*INPUT DATA:*
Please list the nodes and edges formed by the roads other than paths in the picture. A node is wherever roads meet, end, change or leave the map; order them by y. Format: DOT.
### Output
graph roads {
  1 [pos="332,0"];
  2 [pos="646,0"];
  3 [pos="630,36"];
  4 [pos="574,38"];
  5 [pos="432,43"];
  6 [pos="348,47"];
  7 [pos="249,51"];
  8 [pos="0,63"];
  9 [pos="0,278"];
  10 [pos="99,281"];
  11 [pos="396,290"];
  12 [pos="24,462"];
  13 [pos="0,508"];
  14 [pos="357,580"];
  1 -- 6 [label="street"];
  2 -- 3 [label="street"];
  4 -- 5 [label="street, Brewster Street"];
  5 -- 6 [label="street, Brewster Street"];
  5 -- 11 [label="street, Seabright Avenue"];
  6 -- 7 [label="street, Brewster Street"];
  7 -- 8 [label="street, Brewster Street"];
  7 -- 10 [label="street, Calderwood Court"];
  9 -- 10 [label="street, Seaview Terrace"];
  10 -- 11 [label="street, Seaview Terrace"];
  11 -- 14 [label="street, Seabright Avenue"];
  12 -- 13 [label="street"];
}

*EXERCISE AIM:* Set the records above down again, exactly as they read.

*EXERCISE RESPONSE:*
Please list the nodes and edges formed by the roads other than paths in the picture. A node is wherever roads meet, end, change or leave the map; order them by y. Format: DOT.
### Output
graph roads {
  1 [pos="332,0"];
  2 [pos="646,0"];
  3 [pos="630,36"];
  4 [pos="574,38"];
  5 [pos="432,43"];
  6 [pos="348,47"];
  7 [pos="249,51"];
  8 [pos="0,63"];
  9 [pos="0,278"];
  10 [pos="99,281"];
  11 [pos="396,290"];
  12 [pos="24,462"];
  13 [pos="0,508"];
  14 [pos="357,580"];
  1 -- 6 [label="street"];
  2 -- 3 [label="street"];
  4 -- 5 [label="street, Brewster Street"];
  5 -- 6 [label="street, Brewster Street"];
  5 -- 11 [label="street, Seabright Avenue"];
  6 -- 7 [label="street, Brewster Street"];
  7 -- 8 [label="street, Brewster Street"];
  7 -- 10 [label="street, Calderwood Court"];
  9 -- 10 [label="street, Seaview Terrace"];
  10 -- 11 [label="street, Seaview Terrace"];
  11 -- 14 [label="street, Seabright Avenue"];
  12 -- 13 [label="street"];
}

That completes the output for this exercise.